▸ **Action item**: Your answer should be the records below, written out exactly.

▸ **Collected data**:
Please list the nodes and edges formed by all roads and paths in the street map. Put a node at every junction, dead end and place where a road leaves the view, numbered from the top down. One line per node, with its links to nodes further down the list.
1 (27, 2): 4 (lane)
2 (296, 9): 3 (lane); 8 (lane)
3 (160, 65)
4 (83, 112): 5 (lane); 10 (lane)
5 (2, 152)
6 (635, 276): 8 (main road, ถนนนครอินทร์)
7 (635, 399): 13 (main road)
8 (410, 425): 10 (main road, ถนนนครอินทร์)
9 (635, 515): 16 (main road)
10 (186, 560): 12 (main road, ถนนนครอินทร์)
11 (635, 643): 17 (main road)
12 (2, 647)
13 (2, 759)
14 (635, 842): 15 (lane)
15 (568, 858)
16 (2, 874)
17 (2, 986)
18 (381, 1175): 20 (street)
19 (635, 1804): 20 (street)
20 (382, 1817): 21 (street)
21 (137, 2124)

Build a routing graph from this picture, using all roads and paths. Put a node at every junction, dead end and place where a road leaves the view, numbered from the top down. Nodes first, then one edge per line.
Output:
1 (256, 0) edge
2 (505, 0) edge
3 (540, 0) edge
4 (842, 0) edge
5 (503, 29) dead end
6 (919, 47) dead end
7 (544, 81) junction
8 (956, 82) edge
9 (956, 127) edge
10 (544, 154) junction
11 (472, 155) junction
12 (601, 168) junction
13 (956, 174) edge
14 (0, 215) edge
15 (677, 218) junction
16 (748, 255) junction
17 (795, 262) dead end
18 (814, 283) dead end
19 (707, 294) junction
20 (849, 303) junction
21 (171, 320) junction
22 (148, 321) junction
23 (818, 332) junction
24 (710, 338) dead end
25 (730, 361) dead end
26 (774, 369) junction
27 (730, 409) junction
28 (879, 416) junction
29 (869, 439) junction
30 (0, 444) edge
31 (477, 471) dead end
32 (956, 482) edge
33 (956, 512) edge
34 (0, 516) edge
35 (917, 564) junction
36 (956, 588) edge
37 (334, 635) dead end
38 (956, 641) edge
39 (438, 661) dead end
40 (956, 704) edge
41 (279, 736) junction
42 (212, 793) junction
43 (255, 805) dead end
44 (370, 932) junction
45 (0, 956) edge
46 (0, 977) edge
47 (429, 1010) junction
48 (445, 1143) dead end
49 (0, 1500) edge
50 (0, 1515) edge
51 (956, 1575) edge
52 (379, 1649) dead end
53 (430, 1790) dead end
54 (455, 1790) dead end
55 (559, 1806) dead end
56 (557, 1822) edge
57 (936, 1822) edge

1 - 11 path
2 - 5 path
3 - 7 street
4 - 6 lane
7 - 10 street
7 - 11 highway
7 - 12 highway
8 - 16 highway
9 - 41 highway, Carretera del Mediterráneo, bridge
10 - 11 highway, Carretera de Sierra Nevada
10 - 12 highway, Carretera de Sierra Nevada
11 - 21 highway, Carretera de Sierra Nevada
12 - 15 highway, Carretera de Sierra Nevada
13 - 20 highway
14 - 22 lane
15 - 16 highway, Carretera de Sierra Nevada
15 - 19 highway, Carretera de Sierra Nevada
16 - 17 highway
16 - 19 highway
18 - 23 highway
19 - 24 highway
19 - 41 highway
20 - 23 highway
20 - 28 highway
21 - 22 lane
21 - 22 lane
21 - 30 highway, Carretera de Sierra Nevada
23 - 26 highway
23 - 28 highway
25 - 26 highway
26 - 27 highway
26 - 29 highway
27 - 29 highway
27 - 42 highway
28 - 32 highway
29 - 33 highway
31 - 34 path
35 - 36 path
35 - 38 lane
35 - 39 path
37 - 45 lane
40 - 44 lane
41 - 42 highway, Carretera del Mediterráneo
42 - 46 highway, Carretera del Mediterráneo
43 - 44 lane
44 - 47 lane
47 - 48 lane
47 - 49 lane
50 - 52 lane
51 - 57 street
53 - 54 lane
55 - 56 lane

▸ **Reply**:
Please list the nodes and edges formed by all roads and paths in the street map. Put a node at every junction, dead end and place where a road leaves the view, numbered from the top down. One line per node, with its links to nodes further down the list.
1 (27, 2): 4 (lane)
2 (296, 9): 3 (lane); 8 (lane)
3 (160, 65)
4 (83, 112): 5 (lane); 10 (lane)
5 (2, 152)
6 (635, 276): 8 (main road, ถนนนครอินทร์)
7 (635, 399): 13 (main road)
8 (410, 425): 10 (main road, ถนนนครอินทร์)
9 (635, 515): 16 (main road)
10 (186, 560): 12 (main road, ถนนนครอินทร์)
11 (635, 643): 17 (main road)
12 (2, 647)
13 (2, 759)
14 (635, 842): 15 (lane)
15 (568, 858)
16 (2, 874)
17 (2, 986)
18 (381, 1175): 20 (street)
19 (635, 1804): 20 (street)
20 (382, 1817): 21 (street)
21 (137, 2124)

Build a routing graph from this picture, using all roads and paths. Put a node at every junction, dead end and place where a road leaves the view, numbered from the top down. Nodes first, then one edge per line.
Output:
1 (256, 0) edge
2 (505, 0) edge
3 (540, 0) edge
4 (842, 0) edge
5 (503, 29) dead end
6 (919, 47) dead end
7 (544, 81) junction
8 (956, 82) edge
9 (956, 127) edge
10 (544, 154) junction
11 (472, 155) junction
12 (601, 168) junction
13 (956, 174) edge
14 (0, 215) edge
15 (677, 218) junction
16 (748, 255) junction
17 (795, 262) dead end
18 (814, 283) dead end
19 (707, 294) junction
20 (849, 303) junction
21 (171, 320) junction
22 (148, 321) junction
23 (818, 332) junction
24 (710, 338) dead end
25 (730, 361) dead end
26 (774, 369) junction
27 (730, 409) junction
28 (879, 416) junction
29 (869, 439) junction
30 (0, 444) edge
31 (477, 471) dead end
32 (956, 482) edge
33 (956, 512) edge
34 (0, 516) edge
35 (917, 564) junction
36 (956, 588) edge
37 (334, 635) dead end
38 (956, 641) edge
39 (438, 661) dead end
40 (956, 704) edge
41 (279, 736) junction
42 (212, 793) junction
43 (255, 805) dead end
44 (370, 932) junction
45 (0, 956) edge
46 (0, 977) edge
47 (429, 1010) junction
48 (445, 1143) dead end
49 (0, 1500) edge
50 (0, 1515) edge
51 (956, 1575) edge
52 (379, 1649) dead end
53 (430, 1790) dead end
54 (455, 1790) dead end
55 (559, 1806) dead end
56 (557, 1822) edge
57 (936, 1822) edge

1 - 11 path
2 - 5 path
3 - 7 street
4 - 6 lane
7 - 10 street
7 - 11 highway
7 - 12 highway
8 - 16 highway
9 - 41 highway, Carretera del Mediterráneo, bridge
10 - 11 highway, Carretera de Sierra Nevada
10 - 12 highway, Carretera de Sierra Nevada
11 - 21 highway, Carretera de Sierra Nevada
12 - 15 highway, Carretera de Sierra Nevada
13 - 20 highway
14 - 22 lane
15 - 16 highway, Carretera de Sierra Nevada
15 - 19 highway, Carretera de Sierra Nevada
16 - 17 highway
16 - 19 highway
18 - 23 highway
19 - 24 highway
19 - 41 highway
20 - 23 highway
20 - 28 highway
21 - 22 lane
21 - 22 lane
21 - 30 highway, Carretera de Sierra Nevada
23 - 26 highway
23 - 28 highway
25 - 26 highway
26 - 27 highway
26 - 29 highway
27 - 29 highway
27 - 42 highway
28 - 32 highway
29 - 33 highway
31 - 34 path
35 - 36 path
35 - 38 lane
35 - 39 path
37 - 45 lane
40 - 44 lane
41 - 42 highway, Carretera del Mediterráneo
42 - 46 highway, Carretera del Mediterráneo
43 - 44 lane
44 - 47 lane
47 - 48 lane
47 - 49 lane
50 - 52 lane
51 - 57 street
53 - 54 lane
55 - 56 lane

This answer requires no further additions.